_What is required_
Each line below containing the word "order" needs to be shown.
━━━ Material provided
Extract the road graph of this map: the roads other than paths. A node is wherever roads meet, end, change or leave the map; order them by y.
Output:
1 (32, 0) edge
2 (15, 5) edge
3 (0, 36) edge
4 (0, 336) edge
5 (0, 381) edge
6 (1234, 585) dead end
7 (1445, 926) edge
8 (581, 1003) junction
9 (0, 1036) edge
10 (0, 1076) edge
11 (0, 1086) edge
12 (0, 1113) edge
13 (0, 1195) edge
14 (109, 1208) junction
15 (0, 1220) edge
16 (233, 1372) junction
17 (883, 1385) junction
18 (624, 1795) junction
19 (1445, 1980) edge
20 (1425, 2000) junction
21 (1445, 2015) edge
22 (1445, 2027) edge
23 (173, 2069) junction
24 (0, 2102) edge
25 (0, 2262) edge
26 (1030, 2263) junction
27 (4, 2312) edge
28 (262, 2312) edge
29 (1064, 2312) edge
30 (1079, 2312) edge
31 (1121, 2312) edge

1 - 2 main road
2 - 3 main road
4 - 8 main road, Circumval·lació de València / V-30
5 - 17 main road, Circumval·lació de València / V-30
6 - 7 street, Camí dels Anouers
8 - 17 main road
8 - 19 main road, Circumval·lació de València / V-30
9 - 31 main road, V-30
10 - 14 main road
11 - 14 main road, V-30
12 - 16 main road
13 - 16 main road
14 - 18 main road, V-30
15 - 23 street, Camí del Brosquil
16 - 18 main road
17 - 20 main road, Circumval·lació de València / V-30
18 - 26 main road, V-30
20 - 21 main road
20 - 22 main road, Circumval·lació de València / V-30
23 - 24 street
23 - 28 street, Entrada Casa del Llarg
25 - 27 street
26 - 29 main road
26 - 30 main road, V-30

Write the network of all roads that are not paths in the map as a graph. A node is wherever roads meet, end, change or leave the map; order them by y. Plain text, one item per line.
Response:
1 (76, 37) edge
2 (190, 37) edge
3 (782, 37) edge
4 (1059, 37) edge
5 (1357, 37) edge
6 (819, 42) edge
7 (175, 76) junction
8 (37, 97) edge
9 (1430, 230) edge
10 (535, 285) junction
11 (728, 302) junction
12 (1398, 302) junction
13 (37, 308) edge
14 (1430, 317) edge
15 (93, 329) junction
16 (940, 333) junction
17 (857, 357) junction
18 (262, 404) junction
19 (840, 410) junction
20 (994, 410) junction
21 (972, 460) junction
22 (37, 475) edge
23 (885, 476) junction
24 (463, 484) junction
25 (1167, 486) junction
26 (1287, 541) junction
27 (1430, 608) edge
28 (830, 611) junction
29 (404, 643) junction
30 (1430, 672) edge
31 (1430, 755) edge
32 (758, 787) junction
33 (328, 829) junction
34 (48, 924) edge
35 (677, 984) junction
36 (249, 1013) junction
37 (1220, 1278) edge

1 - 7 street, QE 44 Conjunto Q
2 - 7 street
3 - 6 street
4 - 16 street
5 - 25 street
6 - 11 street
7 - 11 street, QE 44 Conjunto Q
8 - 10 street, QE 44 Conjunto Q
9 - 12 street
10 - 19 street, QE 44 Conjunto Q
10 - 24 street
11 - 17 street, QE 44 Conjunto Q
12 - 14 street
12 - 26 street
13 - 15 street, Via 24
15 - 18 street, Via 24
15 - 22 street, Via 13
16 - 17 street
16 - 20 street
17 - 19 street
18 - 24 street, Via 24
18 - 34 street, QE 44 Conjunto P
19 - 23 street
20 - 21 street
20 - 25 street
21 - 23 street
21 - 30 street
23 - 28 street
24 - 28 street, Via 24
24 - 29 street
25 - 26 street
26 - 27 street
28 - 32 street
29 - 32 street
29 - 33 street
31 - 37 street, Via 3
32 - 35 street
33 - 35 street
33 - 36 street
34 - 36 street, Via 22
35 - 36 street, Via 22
━━━━━━
_Solution_
Extract the road graph of this map: the roads other than paths. A node is wherever roads meet, end, change or leave the map; order them by y.
Write the network of all roads that are not paths in the map as a graph. A node is wherever roads meet, end, change or leave the map; order them by y. Plain text, one item per line.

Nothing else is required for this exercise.